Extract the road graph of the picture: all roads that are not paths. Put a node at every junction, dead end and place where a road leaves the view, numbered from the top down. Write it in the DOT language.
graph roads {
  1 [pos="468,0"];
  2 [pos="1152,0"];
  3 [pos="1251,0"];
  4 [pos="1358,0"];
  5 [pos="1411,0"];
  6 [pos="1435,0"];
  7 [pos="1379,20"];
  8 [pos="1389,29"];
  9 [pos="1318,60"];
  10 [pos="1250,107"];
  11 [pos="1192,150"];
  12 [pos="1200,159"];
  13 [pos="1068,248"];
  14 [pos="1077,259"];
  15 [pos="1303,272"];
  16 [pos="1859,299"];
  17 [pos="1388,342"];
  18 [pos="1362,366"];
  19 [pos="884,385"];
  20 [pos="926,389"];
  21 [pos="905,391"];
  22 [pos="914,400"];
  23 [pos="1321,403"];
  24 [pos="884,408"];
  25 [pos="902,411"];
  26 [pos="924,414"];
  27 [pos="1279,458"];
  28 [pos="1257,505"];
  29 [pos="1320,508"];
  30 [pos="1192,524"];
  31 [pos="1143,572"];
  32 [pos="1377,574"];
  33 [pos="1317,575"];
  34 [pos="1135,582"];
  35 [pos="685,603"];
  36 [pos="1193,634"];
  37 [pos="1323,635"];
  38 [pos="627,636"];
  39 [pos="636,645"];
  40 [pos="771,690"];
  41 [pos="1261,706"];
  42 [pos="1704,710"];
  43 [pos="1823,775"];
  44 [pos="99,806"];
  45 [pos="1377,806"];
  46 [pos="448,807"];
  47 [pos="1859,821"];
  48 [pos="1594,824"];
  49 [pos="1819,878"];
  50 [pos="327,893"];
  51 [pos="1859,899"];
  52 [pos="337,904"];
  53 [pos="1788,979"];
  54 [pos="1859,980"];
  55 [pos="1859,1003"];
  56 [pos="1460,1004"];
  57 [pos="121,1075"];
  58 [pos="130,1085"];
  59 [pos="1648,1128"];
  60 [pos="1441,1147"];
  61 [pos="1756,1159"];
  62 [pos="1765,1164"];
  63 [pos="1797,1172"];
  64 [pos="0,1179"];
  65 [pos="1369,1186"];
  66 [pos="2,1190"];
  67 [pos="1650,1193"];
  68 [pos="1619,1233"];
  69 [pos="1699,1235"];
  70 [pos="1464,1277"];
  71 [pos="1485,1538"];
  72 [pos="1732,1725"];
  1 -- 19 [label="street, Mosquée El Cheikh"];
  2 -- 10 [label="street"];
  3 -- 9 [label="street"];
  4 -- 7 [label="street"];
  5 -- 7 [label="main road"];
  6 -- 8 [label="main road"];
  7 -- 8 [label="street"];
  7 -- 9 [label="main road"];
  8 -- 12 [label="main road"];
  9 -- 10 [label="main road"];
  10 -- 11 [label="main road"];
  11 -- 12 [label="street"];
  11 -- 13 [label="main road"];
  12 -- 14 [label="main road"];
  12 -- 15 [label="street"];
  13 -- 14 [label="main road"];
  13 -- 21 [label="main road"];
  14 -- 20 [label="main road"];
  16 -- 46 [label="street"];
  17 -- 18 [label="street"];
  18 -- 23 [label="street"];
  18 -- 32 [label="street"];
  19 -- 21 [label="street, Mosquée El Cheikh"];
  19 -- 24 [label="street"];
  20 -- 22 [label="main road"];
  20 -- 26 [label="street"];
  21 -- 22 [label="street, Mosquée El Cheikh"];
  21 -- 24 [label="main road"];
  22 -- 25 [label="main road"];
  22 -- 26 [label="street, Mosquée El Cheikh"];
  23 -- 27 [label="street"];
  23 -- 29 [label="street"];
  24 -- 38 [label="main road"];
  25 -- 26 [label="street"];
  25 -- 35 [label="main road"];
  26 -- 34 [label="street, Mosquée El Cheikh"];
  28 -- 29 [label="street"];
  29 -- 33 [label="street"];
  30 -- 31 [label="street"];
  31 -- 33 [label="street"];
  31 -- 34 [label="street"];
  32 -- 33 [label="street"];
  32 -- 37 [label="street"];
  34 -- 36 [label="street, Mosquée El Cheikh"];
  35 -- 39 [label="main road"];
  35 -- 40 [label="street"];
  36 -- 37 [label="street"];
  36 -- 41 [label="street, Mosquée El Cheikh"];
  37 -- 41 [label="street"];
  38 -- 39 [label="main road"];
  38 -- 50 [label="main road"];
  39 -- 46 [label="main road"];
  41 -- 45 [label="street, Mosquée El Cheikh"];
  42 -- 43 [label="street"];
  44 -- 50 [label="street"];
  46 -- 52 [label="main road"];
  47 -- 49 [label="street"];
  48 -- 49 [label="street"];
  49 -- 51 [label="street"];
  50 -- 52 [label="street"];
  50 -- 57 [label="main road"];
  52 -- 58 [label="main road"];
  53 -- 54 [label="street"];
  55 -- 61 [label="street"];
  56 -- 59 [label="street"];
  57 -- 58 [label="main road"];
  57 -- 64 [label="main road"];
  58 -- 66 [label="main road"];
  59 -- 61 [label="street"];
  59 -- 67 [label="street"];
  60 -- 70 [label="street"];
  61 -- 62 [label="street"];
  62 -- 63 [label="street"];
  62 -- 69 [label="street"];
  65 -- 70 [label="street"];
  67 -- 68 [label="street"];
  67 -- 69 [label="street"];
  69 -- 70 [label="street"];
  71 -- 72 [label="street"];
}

◆ ◆ ◆

Filter the entries by the string "roads" and copy each matching line.

Result of the exercise -
Extract the road graph of the picture: all roads that are not paths. Put a node at every junction, dead end and place where a road leaves the view, numbered from the top down. Write it in the DOT language.
graph roads {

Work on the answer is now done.